## Task description
Here is a set of records. Copy them all exactly.

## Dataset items
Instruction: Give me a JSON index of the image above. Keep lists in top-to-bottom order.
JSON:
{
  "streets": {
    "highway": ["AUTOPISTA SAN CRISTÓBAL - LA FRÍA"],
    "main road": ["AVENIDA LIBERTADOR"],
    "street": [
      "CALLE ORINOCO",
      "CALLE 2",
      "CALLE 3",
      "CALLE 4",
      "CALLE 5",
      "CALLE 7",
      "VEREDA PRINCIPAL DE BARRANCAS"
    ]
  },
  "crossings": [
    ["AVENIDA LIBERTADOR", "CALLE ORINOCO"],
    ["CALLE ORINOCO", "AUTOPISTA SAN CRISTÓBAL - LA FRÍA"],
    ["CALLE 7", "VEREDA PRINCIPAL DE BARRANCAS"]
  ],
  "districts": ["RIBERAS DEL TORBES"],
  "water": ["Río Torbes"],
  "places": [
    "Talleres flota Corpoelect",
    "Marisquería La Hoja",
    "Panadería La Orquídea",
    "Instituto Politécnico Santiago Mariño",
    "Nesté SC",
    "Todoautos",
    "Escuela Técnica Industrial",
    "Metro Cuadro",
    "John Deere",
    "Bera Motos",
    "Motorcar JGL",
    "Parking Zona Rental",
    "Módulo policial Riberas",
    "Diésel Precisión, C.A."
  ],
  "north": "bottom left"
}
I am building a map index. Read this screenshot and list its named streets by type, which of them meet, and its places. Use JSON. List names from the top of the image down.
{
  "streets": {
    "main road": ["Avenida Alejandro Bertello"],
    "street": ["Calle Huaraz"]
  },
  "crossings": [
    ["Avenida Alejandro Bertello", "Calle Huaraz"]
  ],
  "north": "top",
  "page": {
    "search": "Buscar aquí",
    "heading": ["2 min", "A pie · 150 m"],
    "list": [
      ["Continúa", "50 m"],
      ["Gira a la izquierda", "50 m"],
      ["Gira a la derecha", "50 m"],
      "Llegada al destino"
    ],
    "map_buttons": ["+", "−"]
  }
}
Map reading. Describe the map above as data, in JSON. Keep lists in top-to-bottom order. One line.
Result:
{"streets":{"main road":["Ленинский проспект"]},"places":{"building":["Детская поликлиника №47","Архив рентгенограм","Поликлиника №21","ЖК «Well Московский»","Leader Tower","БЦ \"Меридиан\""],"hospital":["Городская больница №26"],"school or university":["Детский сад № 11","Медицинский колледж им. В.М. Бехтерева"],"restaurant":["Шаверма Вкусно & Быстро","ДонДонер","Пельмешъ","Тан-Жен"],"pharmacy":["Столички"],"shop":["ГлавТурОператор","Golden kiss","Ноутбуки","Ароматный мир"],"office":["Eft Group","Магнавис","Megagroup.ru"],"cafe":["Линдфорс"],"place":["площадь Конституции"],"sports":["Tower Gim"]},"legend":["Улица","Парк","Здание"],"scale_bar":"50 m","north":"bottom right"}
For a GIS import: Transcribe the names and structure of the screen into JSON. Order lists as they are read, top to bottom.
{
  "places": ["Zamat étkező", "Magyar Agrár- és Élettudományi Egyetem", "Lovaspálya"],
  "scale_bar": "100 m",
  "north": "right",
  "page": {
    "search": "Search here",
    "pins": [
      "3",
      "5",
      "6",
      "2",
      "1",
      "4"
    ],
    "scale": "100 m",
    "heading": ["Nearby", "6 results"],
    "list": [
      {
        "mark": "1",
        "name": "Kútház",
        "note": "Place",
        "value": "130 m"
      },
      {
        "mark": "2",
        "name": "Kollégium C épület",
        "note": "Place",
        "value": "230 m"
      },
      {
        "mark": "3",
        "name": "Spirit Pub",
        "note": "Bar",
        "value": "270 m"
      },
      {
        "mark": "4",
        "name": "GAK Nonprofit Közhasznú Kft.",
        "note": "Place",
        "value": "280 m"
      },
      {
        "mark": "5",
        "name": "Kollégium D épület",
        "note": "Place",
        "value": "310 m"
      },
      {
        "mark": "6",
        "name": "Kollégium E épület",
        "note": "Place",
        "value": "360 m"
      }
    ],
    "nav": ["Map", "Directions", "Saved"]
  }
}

## Output
Instruction: Give me a JSON index of the image above. Keep lists in top-to-bottom order.
JSON:
{
  "streets": {
    "highway": ["AUTOPISTA SAN CRISTÓBAL - LA FRÍA"],
    "main road": ["AVENIDA LIBERTADOR"],
    "street": [
      "CALLE ORINOCO",
      "CALLE 2",
      "CALLE 3",
      "CALLE 4",
      "CALLE 5",
      "CALLE 7",
      "VEREDA PRINCIPAL DE BARRANCAS"
    ]
  },
  "crossings": [
    ["AVENIDA LIBERTADOR", "CALLE ORINOCO"],
    ["CALLE ORINOCO", "AUTOPISTA SAN CRISTÓBAL - LA FRÍA"],
    ["CALLE 7", "VEREDA PRINCIPAL DE BARRANCAS"]
  ],
  "districts": ["RIBERAS DEL TORBES"],
  "water": ["Río Torbes"],
  "places": [
    "Talleres flota Corpoelect",
    "Marisquería La Hoja",
    "Panadería La Orquídea",
    "Instituto Politécnico Santiago Mariño",
    "Nesté SC",
    "Todoautos",
    "Escuela Técnica Industrial",
    "Metro Cuadro",
    "John Deere",
    "Bera Motos",
    "Motorcar JGL",
    "Parking Zona Rental",
    "Módulo policial Riberas",
    "Diésel Precisión, C.A."
  ],
  "north": "bottom left"
}
I am building a map index. Read this screenshot and list its named streets by type, which of them meet, and its places. Use JSON. List names from the top of the image down.
{
  "streets": {
    "main road": ["Avenida Alejandro Bertello"],
    "street": ["Calle Huaraz"]
  },
  "crossings": [
    ["Avenida Alejandro Bertello", "Calle Huaraz"]
  ],
  "north": "top",
  "page": {
    "search": "Buscar aquí",
    "heading": ["2 min", "A pie · 150 m"],
    "list": [
      ["Continúa", "50 m"],
      ["Gira a la izquierda", "50 m"],
      ["Gira a la derecha", "50 m"],
      "Llegada al destino"
    ],
    "map_buttons": ["+", "−"]
  }
}
Map reading. Describe the map above as data, in JSON. Keep lists in top-to-bottom order. One line.
Result:
{"streets":{"main road":["Ленинский проспект"]},"places":{"building":["Детская поликлиника №47","Архив рентгенограм","Поликлиника №21","ЖК «Well Московский»","Leader Tower","БЦ \"Меридиан\""],"hospital":["Городская больница №26"],"school or university":["Детский сад № 11","Медицинский колледж им. В.М. Бехтерева"],"restaurant":["Шаверма Вкусно & Быстро","ДонДонер","Пельмешъ","Тан-Жен"],"pharmacy":["Столички"],"shop":["ГлавТурОператор","Golden kiss","Ноутбуки","Ароматный мир"],"office":["Eft Group","Магнавис","Megagroup.ru"],"cafe":["Линдфорс"],"place":["площадь Конституции"],"sports":["Tower Gim"]},"legend":["Улица","Парк","Здание"],"scale_bar":"50 m","north":"bottom right"}
For a GIS import: Transcribe the names and structure of the screen into JSON. Order lists as they are read, top to bottom.
{
  "places": ["Zamat étkező", "Magyar Agrár- és Élettudományi Egyetem", "Lovaspálya"],
  "scale_bar": "100 m",
  "north": "right",
  "page": {
    "search": "Search here",
    "pins": [
      "3",
      "5",
      "6",
      "2",
      "1",
      "4"
    ],
    "scale": "100 m",
    "heading": ["Nearby", "6 results"],
    "list": [
      {
        "mark": "1",
        "name": "Kútház",
        "note": "Place",
        "value": "130 m"
      },
      {
        "mark": "2",
        "name": "Kollégium C épület",
        "note": "Place",
        "value": "230 m"
      },
      {
        "mark": "3",
        "name": "Spirit Pub",
        "note": "Bar",
        "value": "270 m"
      },
      {
        "mark": "4",
        "name": "GAK Nonprofit Közhasznú Kft.",
        "note": "Place",
        "value": "280 m"
      },
      {
        "mark": "5",
        "name": "Kollégium D épület",
        "note": "Place",
        "value": "310 m"
      },
      {
        "mark": "6",
        "name": "Kollégium E épület",
        "note": "Place",
        "value": "360 m"
      }
    ],
    "nav": ["Map", "Directions", "Saved"]
  }
}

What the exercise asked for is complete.